終生、メンタルヘルスを良好に保つことは、人生100年時代には重要なテーマになってきます。とくに感情の老化や劣化については、これを十分に理解し、みなさんの生き方に役立ててほしいと思います。

まず取り上げるのは、感情のコントロールとキレやすさの問題です。

近頃ネットニュースなどを見ていると、「シルバーモンスター」という語にしばしば遭遇します。銀色怪物。なんともすさまじい形容ですが、言い得て妙と納得する人も多いでしょう。

このシルバーモンスターは、キレまくりの暴走型高齢者を指しますが、周囲に恐怖心すら抱かせるのは、どうも女性よりも男性高齢者のほうが多い気がします。

飲食店や銀行、病院などで、スタッフに食ってかかる老人を目にしたことは、みなさんもあるでしょう。居酒屋などでお酒が入った状態なら、酔いと怒りの相乗効果ということも考えられます。しかし、近頃は素面しらふの場面で大変なことになっているのです。

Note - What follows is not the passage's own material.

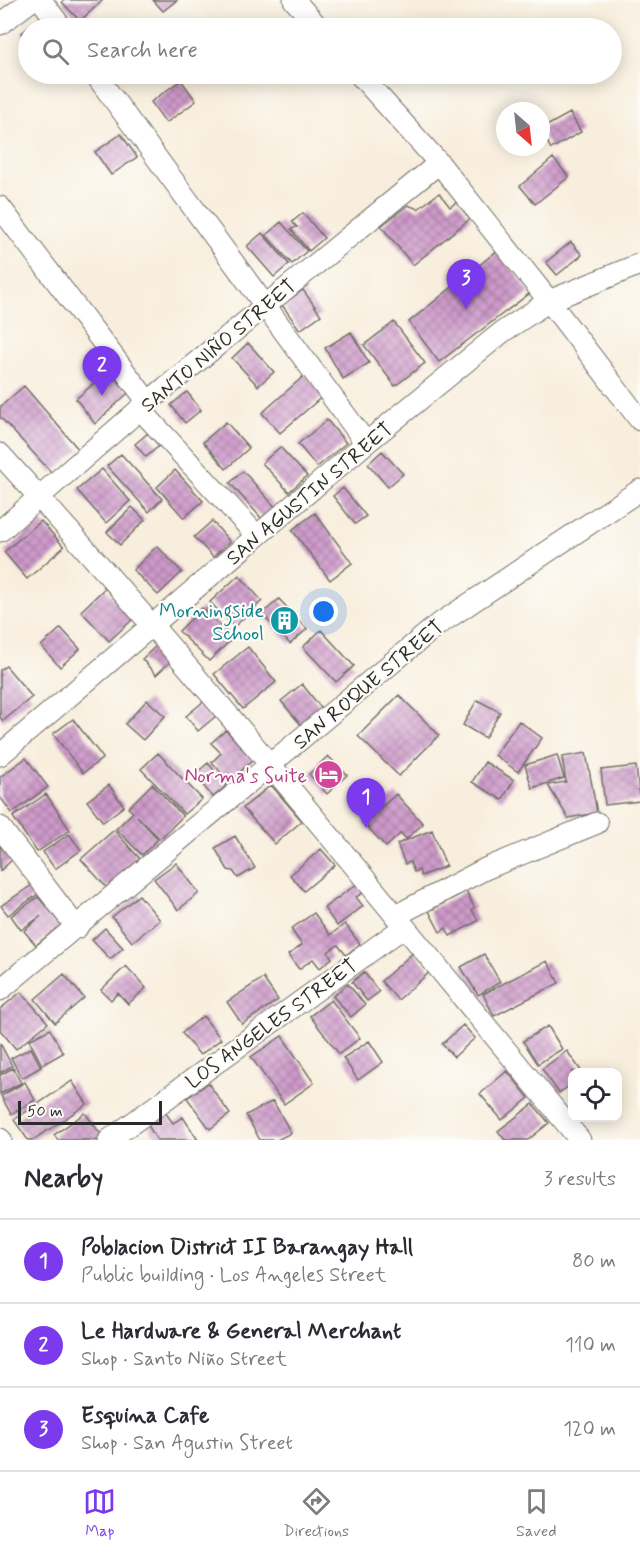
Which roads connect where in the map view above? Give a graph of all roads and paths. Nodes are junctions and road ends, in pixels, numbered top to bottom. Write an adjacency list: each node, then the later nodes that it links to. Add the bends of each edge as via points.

こうしたモンスターに共通するのは、ほんの些細なことがきっかけで、いきなり感情が爆発してしまうことです。そしていったん火がついてしまったら人の話など耳に入らず、いくらなだめても無駄ということです。

騒ぎに巻き込まれた人は、モンスター老人がいったい何を求めているのか、どんな結論を望んでいるのかさえ理解できない、というのが正直なところでしょう。